◆ PROBLEM TO SOLVE:
Keep the pictures out of the copy and repeat the records exactly.

━━━ RECORD EXCERPTS ━━━

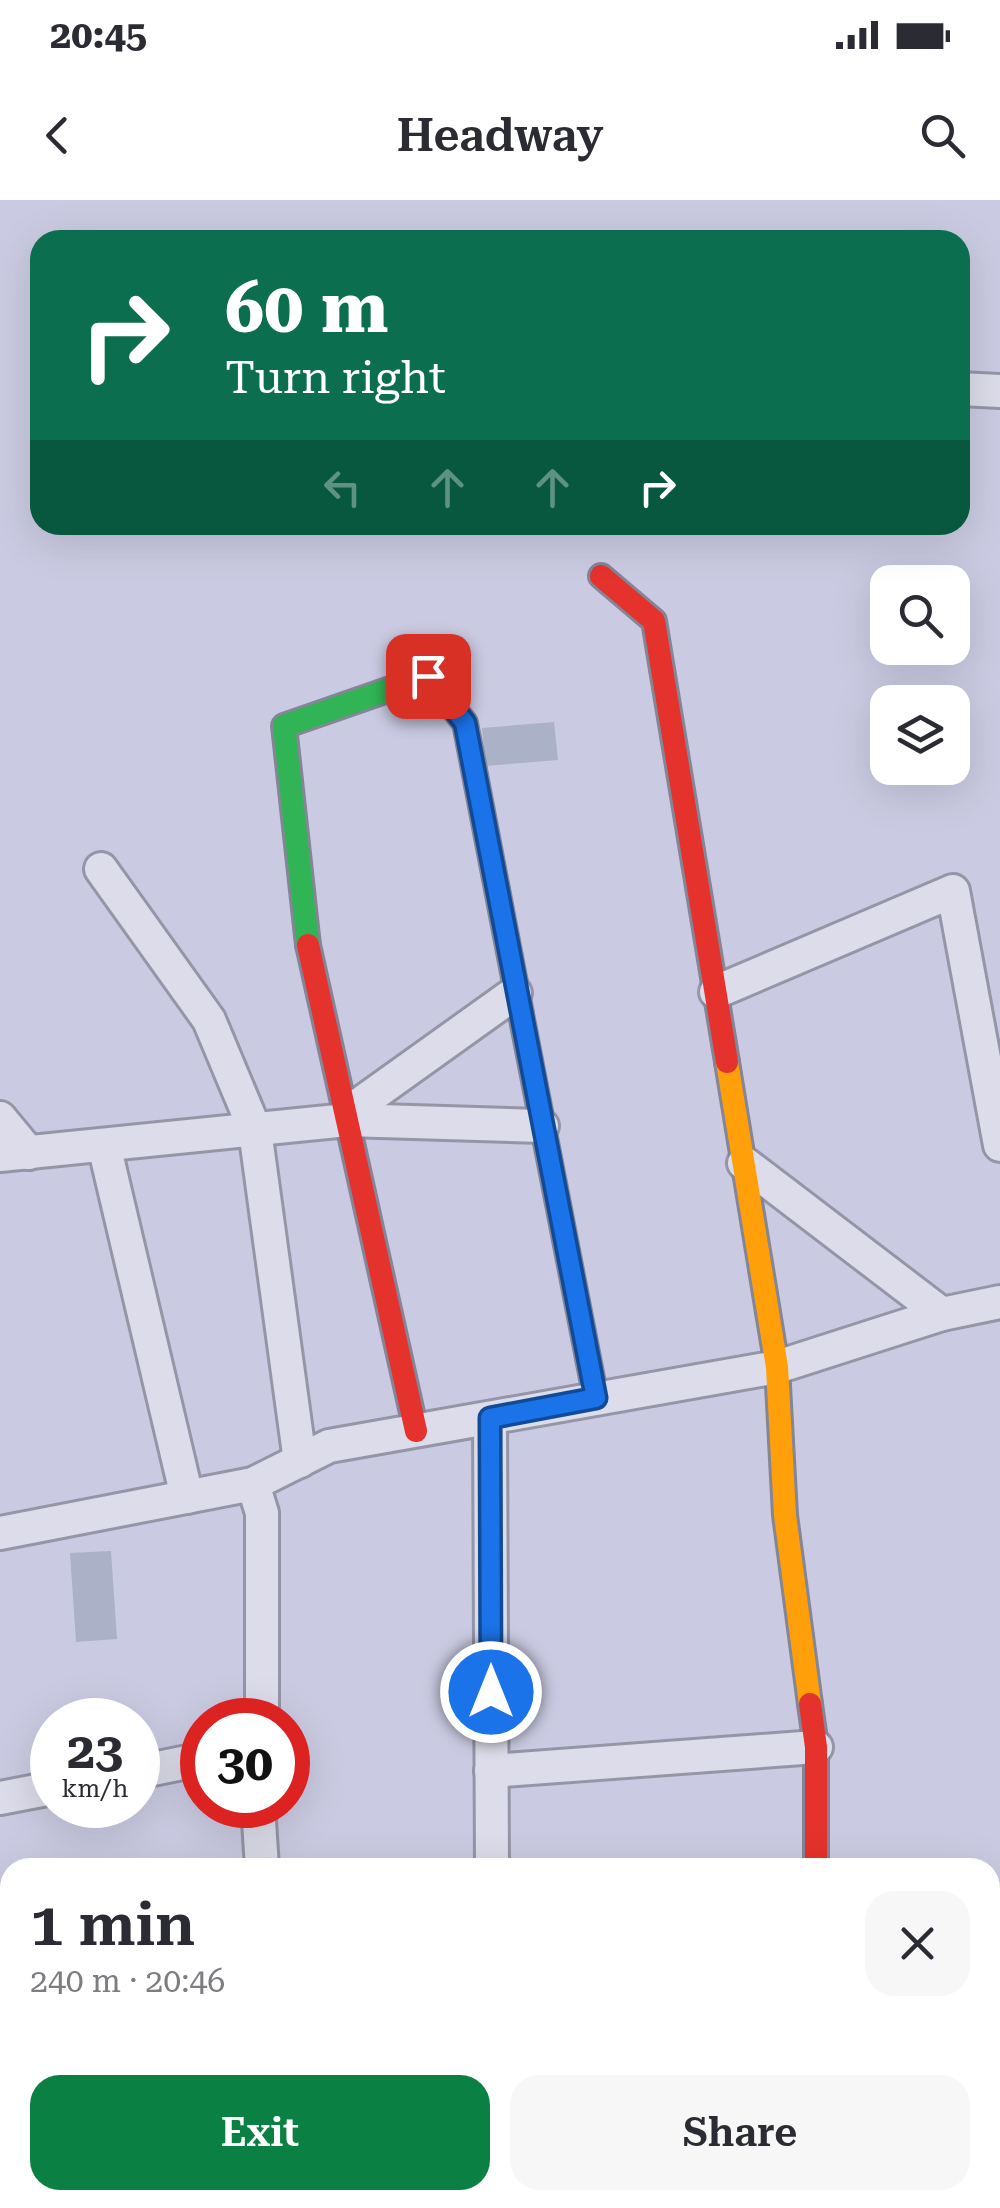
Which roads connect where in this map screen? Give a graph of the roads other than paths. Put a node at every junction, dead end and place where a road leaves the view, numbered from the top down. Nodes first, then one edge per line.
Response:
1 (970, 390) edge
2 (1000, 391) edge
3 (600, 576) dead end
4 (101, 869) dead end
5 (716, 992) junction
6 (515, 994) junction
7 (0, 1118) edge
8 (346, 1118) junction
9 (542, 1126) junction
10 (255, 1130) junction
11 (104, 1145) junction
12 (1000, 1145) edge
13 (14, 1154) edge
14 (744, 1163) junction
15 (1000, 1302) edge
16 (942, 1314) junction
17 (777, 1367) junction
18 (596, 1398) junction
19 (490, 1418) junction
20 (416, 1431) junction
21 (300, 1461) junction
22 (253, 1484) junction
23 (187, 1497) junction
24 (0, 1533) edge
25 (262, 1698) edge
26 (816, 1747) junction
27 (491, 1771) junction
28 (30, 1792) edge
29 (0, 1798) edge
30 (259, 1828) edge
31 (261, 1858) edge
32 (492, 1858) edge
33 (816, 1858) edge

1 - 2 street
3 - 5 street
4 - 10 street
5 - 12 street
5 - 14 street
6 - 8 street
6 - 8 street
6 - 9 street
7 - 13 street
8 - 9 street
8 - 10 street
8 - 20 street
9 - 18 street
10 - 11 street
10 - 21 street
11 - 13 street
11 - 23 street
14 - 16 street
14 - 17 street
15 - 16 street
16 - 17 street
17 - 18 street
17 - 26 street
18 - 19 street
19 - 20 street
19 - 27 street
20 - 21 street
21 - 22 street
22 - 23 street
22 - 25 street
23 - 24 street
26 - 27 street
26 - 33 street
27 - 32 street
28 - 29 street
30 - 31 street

━━━

◆ YOUR RESPONSE:
Which roads connect where in this map screen? Give a graph of the roads other than paths. Put a node at every junction, dead end and place where a road leaves the view, numbered from the top down. Nodes first, then one edge per line.
Response:
1 (970, 390) edge
2 (1000, 391) edge
3 (600, 576) dead end
4 (101, 869) dead end
5 (716, 992) junction
6 (515, 994) junction
7 (0, 1118) edge
8 (346, 1118) junction
9 (542, 1126) junction
10 (255, 1130) junction
11 (104, 1145) junction
12 (1000, 1145) edge
13 (14, 1154) edge
14 (744, 1163) junction
15 (1000, 1302) edge
16 (942, 1314) junction
17 (777, 1367) junction
18 (596, 1398) junction
19 (490, 1418) junction
20 (416, 1431) junction
21 (300, 1461) junction
22 (253, 1484) junction
23 (187, 1497) junction
24 (0, 1533) edge
25 (262, 1698) edge
26 (816, 1747) junction
27 (491, 1771) junction
28 (30, 1792) edge
29 (0, 1798) edge
30 (259, 1828) edge
31 (261, 1858) edge
32 (492, 1858) edge
33 (816, 1858) edge

1 - 2 street
3 - 5 street
4 - 10 street
5 - 12 street
5 - 14 street
6 - 8 street
6 - 8 street
6 - 9 street
7 - 13 street
8 - 9 street
8 - 10 street
8 - 20 street
9 - 18 street
10 - 11 street
10 - 21 street
11 - 13 street
11 - 23 street
14 - 16 street
14 - 17 street
15 - 16 street
16 - 17 street
17 - 18 street
17 - 26 street
18 - 19 street
19 - 20 street
19 - 27 street
20 - 21 street
21 - 22 street
22 - 23 street
22 - 25 street
23 - 24 street
26 - 27 street
26 - 33 street
27 - 32 street
28 - 29 street
30 - 31 street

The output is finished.